The Twelve-Factor App methodology is for building scalable, maintainable, and portable web applications or Software-As-A-Service apps. It was created by Heroku co-founder Adam Wiggins in 2011 and has become a popular approach.

The full details are on their website: 12factor.net.

Where possible, we provide examples of our flavour of their guidance.

1. Codebase: One codebase tracked in revision control, many deploys.

We have only one codebase for each project, from which we deploy different versions (e.g. development, staging, live).

2. Dependencies: Explicitly declare and isolate dependencies.

Our projects do not rely on new developers already having dependencies installed.

We use pip, with a requirements.txt file, for explicitly declaring required dependencies.

We use virtualenv, venv, or docker for dependency isolation to ensure no external dependencies leak into our projects.

3. Config: Store config in the environment.

Our apps' config refers to anything which varies between our development, staging, and live deployments.
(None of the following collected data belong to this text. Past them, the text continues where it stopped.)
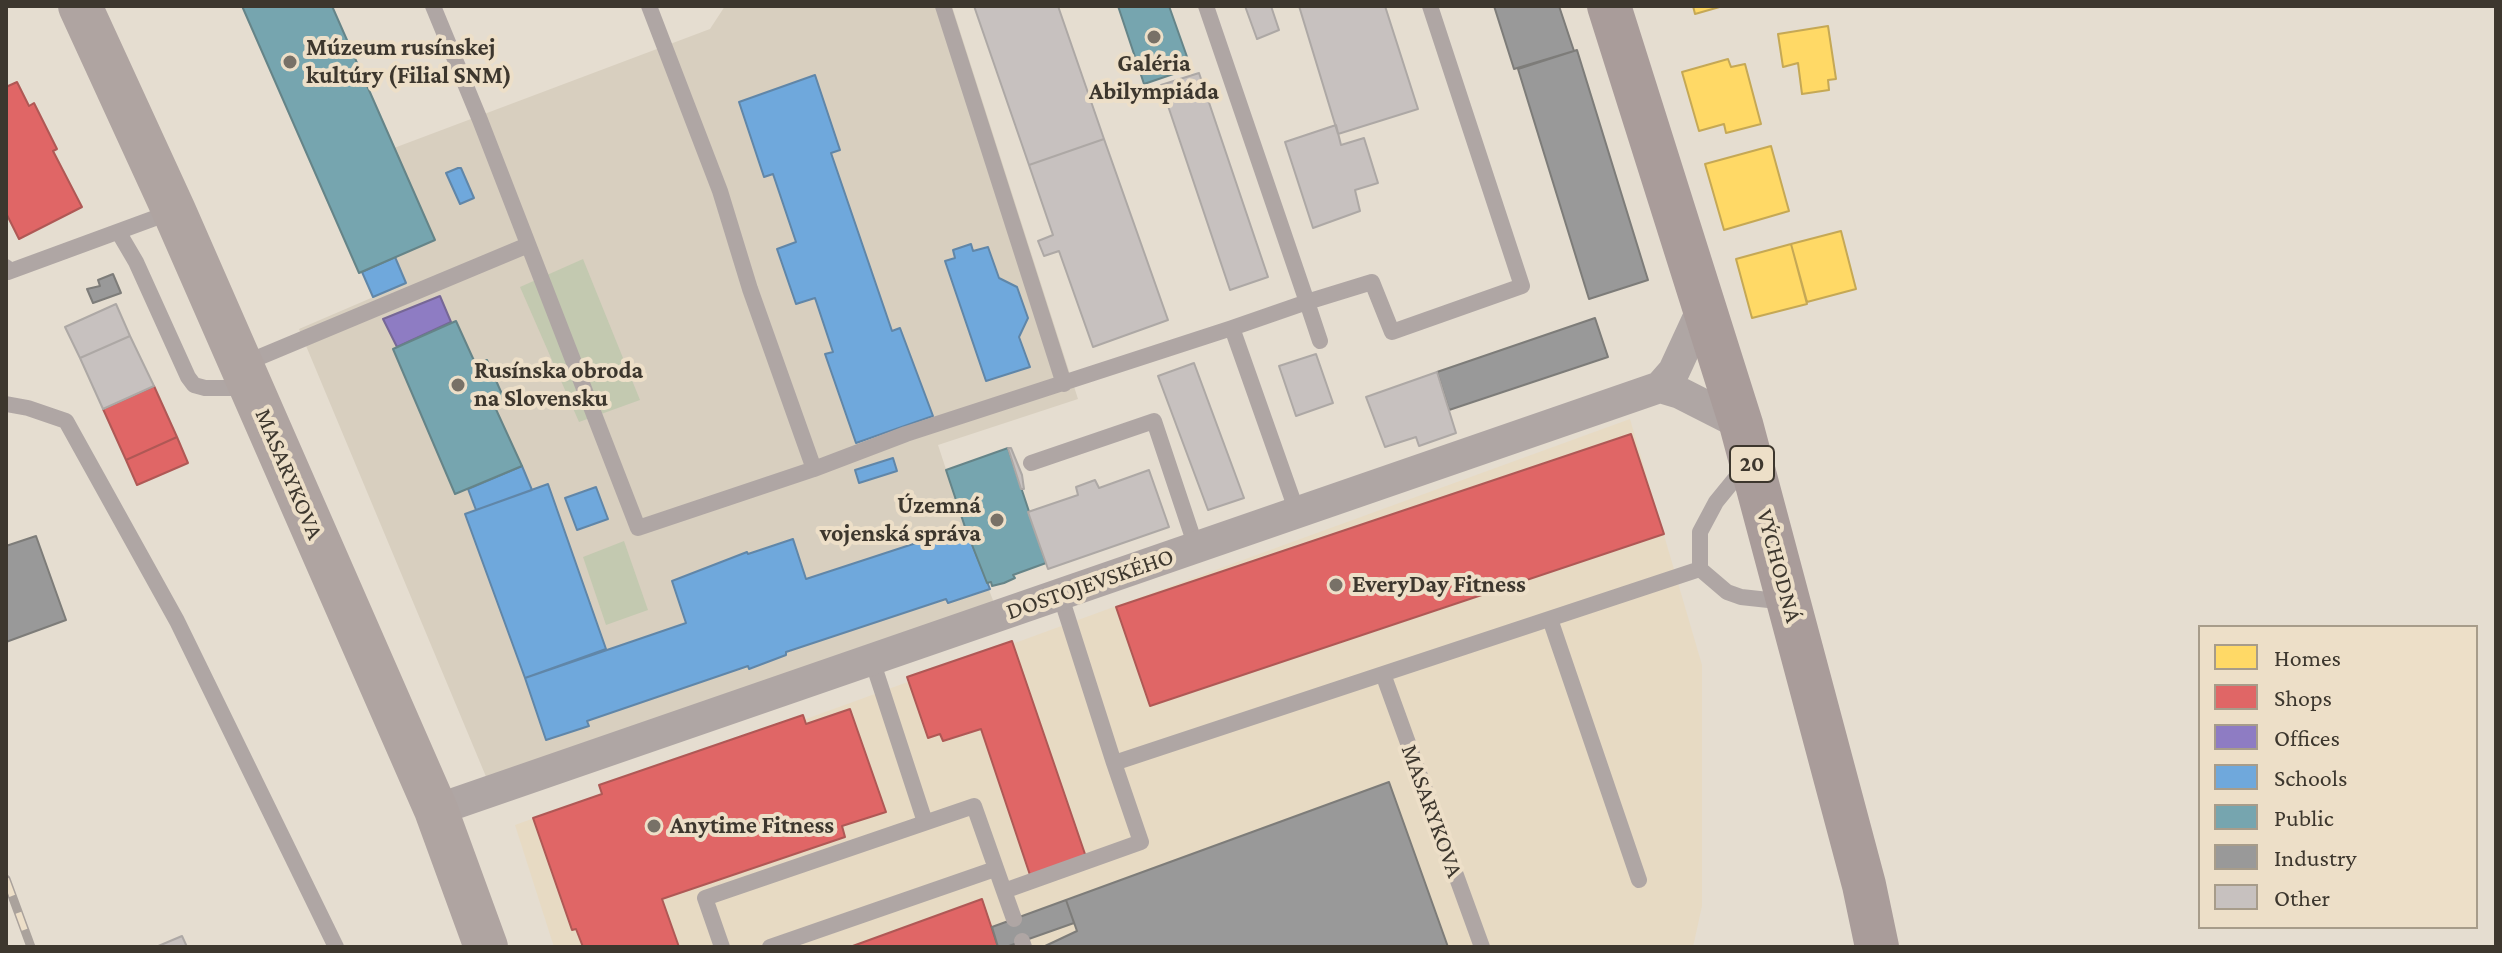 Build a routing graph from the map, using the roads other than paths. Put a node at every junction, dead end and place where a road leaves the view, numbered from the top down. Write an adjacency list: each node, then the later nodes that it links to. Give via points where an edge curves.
1 (80, 6): 8 (street, MASARYKOVA)
2 (433, 6): 10 (lane)
3 (649, 6): 22 (lane, via 720,191)
4 (943, 6): 17 (lane)
5 (1206, 6): 12 (lane)
6 (1430, 6): 12 (lane, via 1522,286 1392,332 1372,282)
7 (1609, 6): 13 (main road, VÝCHODNÁ / 20)
8 (174, 211): 9 (lane); 16 (street, MASARYKOVA)
9 (119, 233): 11 (lane, via 8,272); 16 (lane, via 194,385 205,388)
10 (528, 245): 16 (lane); 22 (lane, via 638,528)
11 (6, 267)
12 (1307, 302): 14 (lane); 15 (lane)
13 (1704, 306): 18 (street, via 1674,371); 20 (main road, VÝCHODNÁ / 20)
14 (1232, 328): 17 (lane); 23 (lane)
15 (1320, 341)
16 (247, 376): 32 (street, MASARYKOVA)
17 (1064, 384): 22 (lane)
18 (1660, 387): 20 (street, via 1680,393); 23 (street, DOSTOJEVSKÉHO)
19 (6, 404): 39 (lane, via 66,421 177,621)
20 (1746, 442): 25 (lane, via 1700,532); 27 (main road, VÝCHODNÁ / 20)
21 (1031, 463): 24 (lane, via 1154,421)
22 (814, 469)
23 (1297, 512): 24 (street, DOSTOJEVSKÉHO)
24 (1196, 547): 26 (street, DOSTOJEVSKÉHO)
25 (1700, 569): 27 (lane, via 1727,592); 28 (lane)
26 (1060, 594): 29 (street, DOSTOJEVSKÉHO); 31 (lane)
27 (1789, 602): 38 (main road, VÝCHODNÁ / 20, via 1864,885)
28 (1550, 619): 30 (lane); 35 (lane)
29 (872, 660): 32 (street, DOSTOJEVSKÉHO); 33 (lane)
30 (1383, 674): 31 (lane); 43 (lane, MASARYKOVA)
31 (1114, 763): 36 (lane, via 1141,842)
32 (436, 810): 40 (street, MASARYKOVA)
33 (925, 822): 34 (lane, via 974,806); 41 (lane, via 705,898)
34 (995, 869): 36 (lane); 42 (lane)
35 (1639, 880)
36 (1004, 891): 37 (lane)
37 (1014, 919)
38 (1872, 941)
39 (336, 947)
40 (486, 947)
41 (722, 947)
42 (770, 947)
43 (1482, 947)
An example of this is API tokens.

We often use 'developer' API tokens with infinite use. Storing tokens as constants in the code is a complete violation of twelve-factor. This would expose us to API usage abuse if the token were accidentally committed (which is easily done).

Instead, we store config inside environment variables (or env vars) and ensure our .gitignore will ignore .env files.
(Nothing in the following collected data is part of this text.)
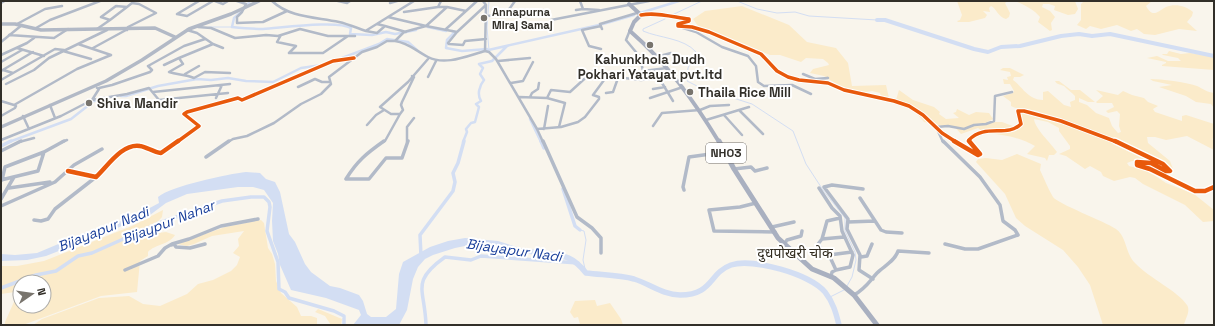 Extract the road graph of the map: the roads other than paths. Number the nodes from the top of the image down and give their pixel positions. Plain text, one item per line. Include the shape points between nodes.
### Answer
1 (100, 1) edge
2 (199, 1) edge
3 (214, 1) edge
4 (228, 1) edge
5 (237, 1) edge
6 (260, 1) edge
7 (272, 1) edge
8 (338, 1) edge
9 (350, 1) edge
10 (397, 1) edge
11 (414, 1) edge
12 (441, 1) edge
13 (477, 1) edge
14 (483, 1) edge
15 (515, 1) edge
16 (580, 1) edge
17 (625, 1) edge
18 (649, 1) edge
19 (404, 2) edge
20 (638, 2) edge
21 (390, 3) dead end
22 (486, 3) edge
23 (629, 4) junction
24 (407, 5) junction
25 (62, 6) dead end
26 (127, 7) junction
27 (438, 7) junction
28 (447, 7) junction
29 (583, 9) junction
30 (243, 10) junction
31 (576, 10) dead end
32 (600, 10) junction
33 (287, 11) junction
34 (466, 11) junction
35 (404, 12) dead end
36 (639, 14) junction
37 (486, 16) junction
38 (388, 17) junction
39 (111, 20) junction
40 (551, 20) dead end
41 (1, 24) edge
42 (17, 24) junction
43 (377, 24) junction
44 (22, 25) junction
45 (385, 26) junction
46 (426, 26) junction
47 (194, 27) junction
48 (681, 27) junction
49 (36, 28) junction
50 (68, 29) junction
51 (446, 29) junction
52 (96, 30) junction
53 (107, 30) junction
54 (126, 30) junction
55 (187, 30) junction
56 (366, 30) junction
57 (630, 30) junction
58 (456, 32) junction
59 (405, 33) junction
60 (9, 35) junction
61 (281, 35) junction
62 (348, 36) junction
63 (355, 36) dead end
64 (175, 37) junction
65 (34, 38) junction
66 (205, 39) junction
67 (486, 39) junction
68 (396, 40) junction
69 (1, 42) edge
70 (78, 44) junction
71 (213, 44) junction
72 (17, 48) junction
73 (93, 48) junction
74 (223, 48) dead end
75 (601, 49) dead end
76 (22, 50) junction
77 (63, 50) junction
78 (486, 50) junction
79 (33, 52) junction
80 (671, 53) dead end
81 (1, 55) edge
82 (44, 56) junction
83 (656, 57) junction
84 (179, 58) junction
85 (354, 58) junction
86 (530, 58) dead end
87 (428, 59) junction
88 (496, 59) junction
89 (91, 60) dead end
90 (1, 62) edge
91 (436, 62) junction
92 (533, 62) dead end
93 (164, 65) dead end
94 (199, 66) dead end
95 (668, 68) junction
96 (2, 70) edge
97 (643, 71) junction
98 (13, 73) junction
99 (230, 73) dead end
100 (185, 74) junction
101 (803, 74) dead end
102 (412, 76) junction
103 (607, 76) junction
104 (428, 77) dead end
105 (618, 78) junction
106 (1, 80) edge
107 (641, 80) junction
108 (807, 81) junction
109 (329, 82) junction
110 (511, 83) junction
111 (539, 83) dead end
112 (6, 84) dead end
113 (230, 84) dead end
114 (222, 85) junction
115 (93, 87) junction
116 (298, 87) dead end
117 (665, 87) junction
118 (683, 87) junction
119 (99, 88) junction
120 (653, 89) dead end
121 (152, 90) junction
122 (668, 92) junction
123 (1012, 92) dead end
124 (606, 93) dead end
125 (218, 94) junction
126 (228, 94) dead end
127 (810, 94) dead end
128 (519, 96) junction
129 (530, 97) junction
130 (216, 98) dead end
131 (547, 98) junction
132 (650, 98) dead end
133 (92, 100) junction
134 (673, 100) dead end
135 (1, 101) edge
136 (14, 105) junction
137 (50, 105) junction
138 (729, 105) dead end
139 (548, 106) dead end
140 (749, 107) dead end
141 (384, 110) junction
142 (700, 110) junction
143 (739, 110) junction
144 (400, 114) junction
145 (724, 115) junction
146 (1, 116) edge
147 (23, 116) junction
148 (54, 118) junction
149 (414, 118) dead end
150 (706, 120) junction
151 (367, 125) dead end
152 (653, 126) dead end
153 (1, 127) edge
154 (558, 127) junction
155 (936, 127) junction
156 (29, 129) junction
157 (537, 129) junction
158 (544, 129) junction
159 (763, 134) dead end
160 (742, 135) dead end
161 (34, 138) dead end
162 (1, 140) edge
163 (67, 140) dead end
164 (102, 149) dead end
165 (1, 151) edge
166 (44, 152) junction
167 (725, 152) junction
168 (206, 157) dead end
169 (767, 168) dead end
170 (734, 169) junction
171 (68, 171) junction
172 (14, 177) junction
173 (96, 177) junction
174 (2, 180) edge
175 (55, 182) junction
176 (1214, 187) edge
177 (9, 188) junction
178 (683, 188) dead end
179 (819, 188) dead end
180 (863, 189) dead end
181 (860, 198) dead end
182 (1, 199) edge
183 (756, 203) junction
184 (1, 206) edge
185 (840, 218) junction
186 (258, 219) dead end
187 (34, 220) dead end
188 (875, 221) junction
189 (794, 222) dead end
190 (848, 222) junction
191 (772, 227) junction
192 (802, 231) dead end
193 (775, 232) junction
194 (902, 233) dead end
195 (844, 236) junction
196 (822, 239) junction
197 (785, 243) junction
198 (205, 244) dead end
199 (872, 244) dead end
200 (945, 244) dead end
201 (165, 246) junction
202 (852, 252) junction
203 (929, 252) dead end
204 (601, 254) dead end
205 (829, 255) junction
206 (861, 257) junction
207 (125, 270) dead end
208 (836, 270) junction
209 (832, 277) junction
210 (873, 278) junction
211 (854, 294) junction
212 (878, 325) edge

1 - 49 street
2 - 3 street via 177,14 187,16
3 - 4 street via 222,4
5 - 30 street via 246,4
6 - 30 main road
7 - 33 street
8 - 9 street
10 - 21 street
11 - 24 street
12 - 27 street
13 - 34 street
14 - 22 street
15 - 37 street via 505,15
16 - 29 street
17 - 23 main road
18 - 20 street
19 - 24 street
20 - 23 street
22 - 37 street
22 - 58 street
23 - 32 street
23 - 36 main road
24 - 38 street
25 - 42 street via 52,7
26 - 39 street
26 - 39 street via 116,6 101,17
26 - 54 street via 132,3 138,4 156,13
27 - 28 street
27 - 35 street
28 - 34 street
28 - 46 street
29 - 31 street
29 - 32 street
30 - 33 street via 237,17 237,23 253,24 273,19
30 - 47 main road
32 - 40 street
33 - 56 street
34 - 51 street
36 - 48 street via 653,13 668,18 689,19 678,24
36 - 57 main road
36 - 75 street via 600,24 601,27 582,30 589,46
37 - 67 street
38 - 43 street
38 - 46 street
39 - 52 street
41 - 42 main road
42 - 44 main road
43 - 45 street
43 - 56 street
44 - 49 main road
44 - 60 street
45 - 56 street via 377,33
45 - 59 street
46 - 51 street
46 - 59 street
47 - 55 main road
47 - 61 street via 211,28 232,37
48 - 108 street via 709,32 748,48 767,58 781,75
48 - 127 street via 701,33 753,60 758,82 764,86 792,85
49 - 50 main road
50 - 52 main road
50 - 65 street via 56,37
51 - 58 street
52 - 53 main road
53 - 54 main road
53 - 70 street
54 - 64 main road via 158,28
54 - 73 street
55 - 64 main road
55 - 66 street
57 - 83 main road, NH03
57 - 97 street via 626,40 640,57
58 - 67 street via 448,40 449,44 463,45 465,41
59 - 68 street
60 - 65 street
60 - 69 street
61 - 62 street via 300,30
61 - 62 street via 277,42 296,46 289,53 323,52
62 - 63 street
64 - 115 main road via 134,65
65 - 72 street
66 - 71 street
66 - 119 street via 184,46 148,66 151,71 110,87
67 - 78 street
68 - 85 street via 365,50
68 - 87 street via 409,44
70 - 73 street
70 - 77 street
71 - 74 street
71 - 84 street
72 - 76 street
72 - 81 street
73 - 136 street via 111,55 77,69
76 - 79 street
76 - 90 street
77 - 82 street via 55,49
77 - 89 street
77 - 112 street via 34,70
78 - 88 street
78 - 91 street
79 - 82 street
79 - 96 street
80 - 83 street
82 - 98 street
83 - 95 main road, NH03
84 - 93 street
84 - 100 street via 184,63 169,72
85 - 109 street via 329,78
85 - 173 street via 328,63 242,100 227,100 187,112 184,114 199,126 164,152 159,153 140,145 131,146
86 - 88 street
87 - 91 street
87 - 102 street
88 - 110 street
91 - 104 street
92 - 110 street via 522,82
94 - 100 street
95 - 97 street
95 - 118 main road, NH03
96 - 98 street
97 - 107 street
98 - 106 street
99 - 100 street via 205,72 194,78
101 - 108 street via 816,79 828,79
102 - 141 street via 380,107
102 - 144 street via 414,77 401,105 403,110
103 - 105 street
103 - 131 street via 592,71 570,92 552,90
103 - 154 street via 593,95 599,97 587,115 579,122
105 - 107 street
105 - 124 street via 614,92
107 - 117 street via 659,78
108 - 155 street via 827,83 846,91 901,103 914,109
109 - 116 street via 315,79
109 - 168 street via 331,84 321,94 258,131 233,139
110 - 128 street
111 - 129 street via 538,89
113 - 114 street
114 - 121 street
114 - 125 street
115 - 119 street
115 - 137 main road
117 - 120 street
117 - 122 street
118 - 122 street
118 - 142 main road, NH03
119 - 133 street
121 - 125 street via 158,100
121 - 133 street
122 - 132 street
122 - 134 street
123 - 155 street via 995,96 994,121 964,129
125 - 126 street
125 - 130 street
128 - 129 street
128 - 157 street
129 - 131 street
131 - 154 street via 565,103
133 - 148 street
135 - 136 street
136 - 146 street via 14,108
137 - 147 main road
137 - 148 street
138 - 142 street via 710,106
139 - 158 street
140 - 143 street
141 - 144 street via 391,114
141 - 151 street
142 - 150 main road, NH03
142 - 152 street via 662,113
143 - 145 street
143 - 159 street
144 - 149 street via 385,141 366,152 346,179 369,179 386,158 402,158 408,141 407,127
145 - 150 street
145 - 160 street
147 - 153 main road
147 - 156 street
148 - 156 street
150 - 167 main road, NH03
154 - 158 street
155 - 176 street via 960,145 980,155 970,144 971,137 979,132 1016,129 1020,124 1020,110 1037,113 1106,137 1163,164 1170,171 1151,163 1136,164 1185,187 1199,192
155 - 200 street via 944,144 980,177 1001,207 1003,221 1018,235 977,249
156 - 162 street
157 - 158 street
157 - 204 street via 577,217 601,238
161 - 165 street
163 - 166 street
164 - 171 street
166 - 172 street via 38,171
166 - 174 street via 5,167
167 - 170 main road, NH03
167 - 178 street via 689,157
169 - 170 street via 755,171 751,167
170 - 183 main road, NH03
171 - 173 street
171 - 175 street
172 - 174 street
172 - 177 street
173 - 187 street via 55,209 48,219
175 - 177 street
175 - 184 street
177 - 182 street
179 - 185 street
180 - 190 street via 832,185 824,187
181 - 188 street
183 - 191 main road, NH03
183 - 193 street via 709,210 714,231
185 - 195 street
185 - 196 street via 827,221
186 - 201 street via 220,226
188 - 190 street
188 - 194 street via 884,231
189 - 191 street
190 - 206 street via 847,229
191 - 193 main road, NH03
192 - 197 street via 801,236
193 - 197 main road, NH03
195 - 196 street
195 - 202 street
196 - 205 street via 818,244 825,254
197 - 209 main road, NH03 via 812,269
198 - 201 street via 187,248 176,247 174,244
199 - 206 street via 867,256
201 - 207 street via 158,256
202 - 205 street
202 - 208 street via 850,267
203 - 210 street via 898,251 896,257
205 - 208 street
206 - 210 street via 859,270
208 - 209 street via 832,272
209 - 211 main road, NH03
210 - 211 street via 861,291
211 - 212 main road, NH03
Env vars are safely accessed in code. For example, in our Epilepsy12 Django Project:

settings.py
RCPCH_CENSUS_TOKEN = os.getenv("DJANGO_REST_FRAMEWORK_TOKEN", None)

We DO commit an example.env file specifying the required environment variables.

4. Backing services: Treat backing services as attached resources.

Any online service used during regular operation, external to our app, is called a backing service.

We make "no distinction between local and third-party services". Urls and any required credentials are stored inside env vars, allowing them to be swapped between deployments without code changes.

Each of these resources is 'attached' to our apps (referring to the "loose coupling" between the third-party service and our app).

5. Build, release, run: Strictly separate build and run stages.

Using this Incubator Playbook Mkdocs site as an example, we ensure our apps have "strict separation between the build, release and run stages".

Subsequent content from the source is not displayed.